A la veille des élections couplées de 2012, nous avions publié un article dans deux quotidiens de la place sous le titre « Elections couplées du 02 décembre 2012 : une occasion en or pour consolider notre démocratie si … »
Nous reprenons un extrait de cet article ici, car nous sommes persuadée que pour la présidentielle et les législatives à venir, nous risquons de vivre les mêmes pratiques que par le passé, les habitudes ayant toujours la peau dure.
« La question de la place et du rôle des chefs coutumiers dans un Etat multiethnique, moderne et laïc est, depuis belle lurette, objet de débats. En attendant que des réflexions plus poussées proposent des solutions idoines, nous pensons qu'il serait bien sage que ces derniers cultivent une certaine réserve et se positionnent au dessus de la mêlée. Dans toutes les régions de notre pays, des chefs coutumiers existent, avec une importance, des rôles et responsabilités variant selon le type d'organisation de la société. Mais ce qui demeure une constante, ce sont eux le ciment social, les repères, les derniers recours. Ils sont les GRANDS CHEFS DE FAMILLE qui n'ont pas le droit d'avoir une préférence quelconque pour l'un ou l'autre de leurs enfants, encore moins le manifester publiquement. Notre histoire récente atteste que si nous avons pu préserver une relative paix sociale, c'est grâce aux responsables coutumiers, aux leaders religieux et d'opinion et à certaines fortes personnalités connues pour leur intégrité et sens de responsabilité.
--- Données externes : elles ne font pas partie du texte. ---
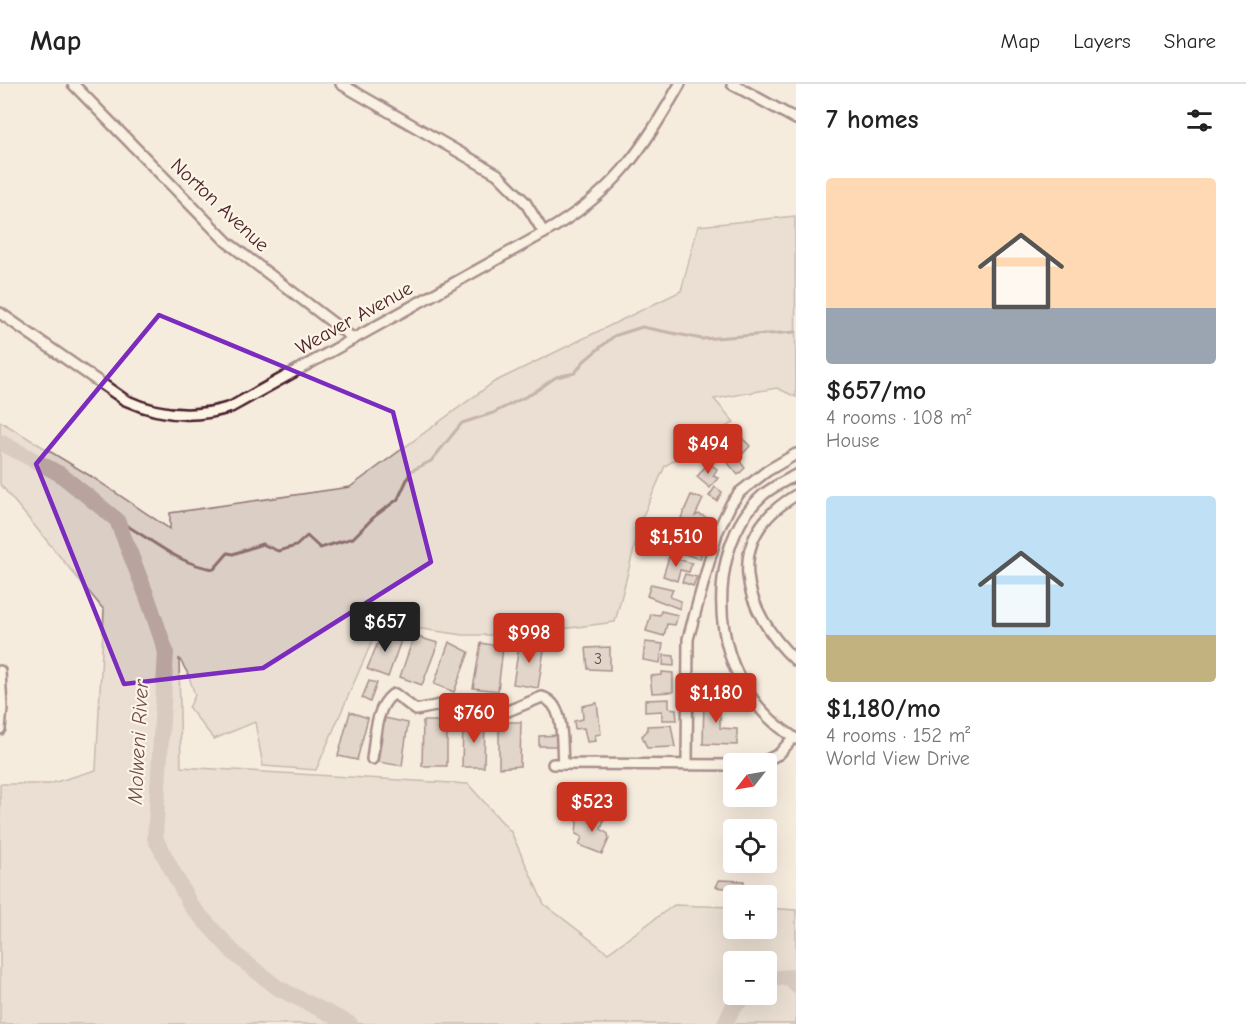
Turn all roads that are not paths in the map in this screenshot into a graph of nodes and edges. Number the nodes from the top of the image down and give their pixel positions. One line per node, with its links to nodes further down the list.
1 (72, 84): 8 (street, Norton Avenue)
2 (341, 84): 6 (street)
3 (680, 84): 6 (street, Weaver Avenue)
4 (732, 84): 5 (street)
5 (796, 119)
6 (544, 233): 8 (street, Weaver Avenue)
7 (0, 313): 8 (street, Weaver Avenue)
8 (354, 339)
9 (796, 454): 18 (street)
10 (796, 475): 15 (street)
11 (796, 495): 12 (street)
12 (796, 662)
13 (0, 671): 14 (street)
14 (0, 729)
15 (795, 739): 16 (street)
16 (777, 755)
17 (372, 759): 18 (street)
18 (687, 765): 19 (street)
19 (723, 765)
Avec toute la considération due aux animateurs et animatrices de notre classe politique, nous pensons qu'elle rendrait un véritable service à la démocratie en évitant d'instrumentaliser notre richesse commune, les notabilités coutumières et religieuses. Faisons en sorte que dans les situations difficiles, nous ayons toujours des ressorts et des recours en qui les citoyens ont foi, des personnes « créditées de vertus, d'intégrité et de droiture morale, et surtout d'impartialité ». Ce sont ces qualités, que du reste nos responsables coutumiers et religieux doivent tout faire pour préserver, qui font d'eux des symboles de cohésion sociale, de cohésion nationale. Si les électeurs / électrices ont une claire conscience qu'un chef de famille n'a pas le droit d'avoir de préférence parmi ses enfants, alors seul(e) dans l'isoloir, ils / elles voteront selon leur conscience »
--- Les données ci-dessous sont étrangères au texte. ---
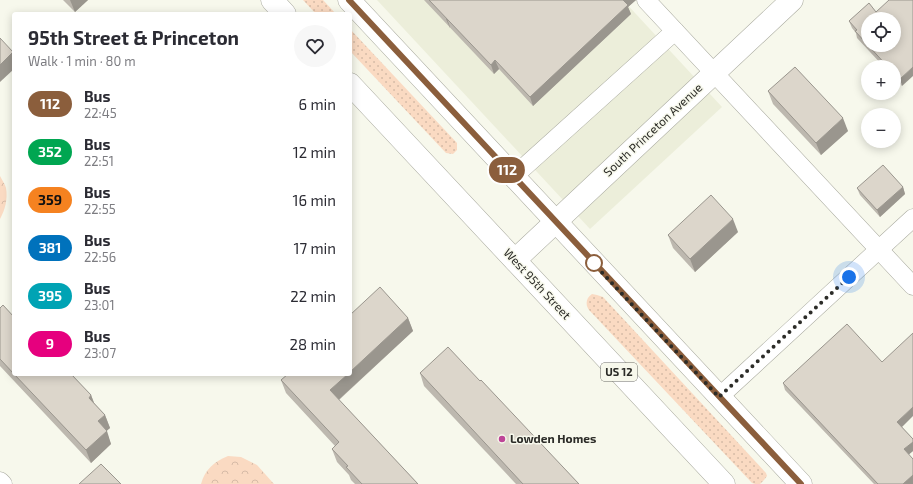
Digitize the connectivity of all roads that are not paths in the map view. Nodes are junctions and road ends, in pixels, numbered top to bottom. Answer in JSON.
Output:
{"nodes":[{"id":1,"x":272,"y":0,"type":"edge"},
{"id":2,"x":349,"y":0,"type":"edge"},
{"id":3,"x":646,"y":0,"type":"edge"},
{"id":4,"x":792,"y":0,"type":"edge"},
{"id":5,"x":283,"y":12,"type":"edge"},
{"id":6,"x":675,"y":31,"type":"junction"},
{"id":7,"x":714,"y":73,"type":"junction"},
{"id":8,"x":352,"y":86,"type":"edge"},
{"id":9,"x":513,"y":176,"type":"junction"},
{"id":10,"x":913,"y":218,"type":"edge"},
{"id":11,"x":555,"y":222,"type":"junction"},
{"id":12,"x":879,"y":250,"type":"junction"},
{"id":13,"x":515,"y":260,"type":"junction"},
{"id":14,"x":913,"y":286,"type":"edge"},
{"id":15,"x":719,"y":397,"type":"junction"},
{"id":16,"x":0,"y":481,"type":"edge"},
{"id":17,"x":3,"y":484,"type":"edge"},
{"id":18,"x":724,"y":484,"type":"edge"},
{"id":19,"x":801,"y":484,"type":"edge"}],
"edges":[{"from":1,"to":5,"type":"main road"},
{"from":2,"to":9,"type":"main road"},
{"from":3,"to":6,"type":"lane"},
{"from":4,"to":7,"type":"main road","name":"South Princeton Avenue"},
{"from":6,"to":7,"type":"lane"},
{"from":6,"to":9,"type":"lane"},
{"from":7,"to":11,"type":"main road","name":"South Princeton Avenue"},
{"from":7,"to":12,"type":"lane"},
{"from":8,"to":13,"type":"main road","name":"West 95th Street","number":"US 12"},
{"from":9,"to":11,"type":"main road"},
{"from":10,"to":12,"type":"lane"},
{"from":11,"to":13,"type":"main road","name":"South Princeton Avenue"},
{"from":11,"to":15,"type":"main road"},
{"from":12,"to":14,"type":"lane"},
{"from":12,"to":15,"type":"lane"},
{"from":13,"to":18,"type":"main road","name":"West 95th Street","number":"US 12"},
{"from":15,"to":19,"type":"main road"},
{"from":16,"to":17,"type":"lane"}]}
Nous poursuivons ici pour dire que la navette de tous les protagonistes de la crise que traverse notre pays chez les plus hautes autorités morales de notre pays en est un vibrant témoignage. Nous suivons avec intérêt et saluons le fort plaidoyer que le Professeure Albert Ouédroaogo mène depuis longtemps dans ce sens.
Faisons en sorte à préserver et a respecter ce que nous avons de plus précieux : autorités et notabilités coutumières et religieuses, leaders d'opinion et autres personnes de ressources, « nos ressources propres, de sagesse, d'expérience dans la gestion des hommes, dépositaires de nos valeurs spirituelles, culturelles et morales »
Que Dieu nous préserve de situations ou nous serons contraints de recourir aux ressorts sociaux et spirituels des autres, tout simplement parce que nous aurons suffisamment dévalorisé les nôtres ou que nous les aurons discrédités à travers les instrumentalisations politiques à outrance en cours depuis quelques temps.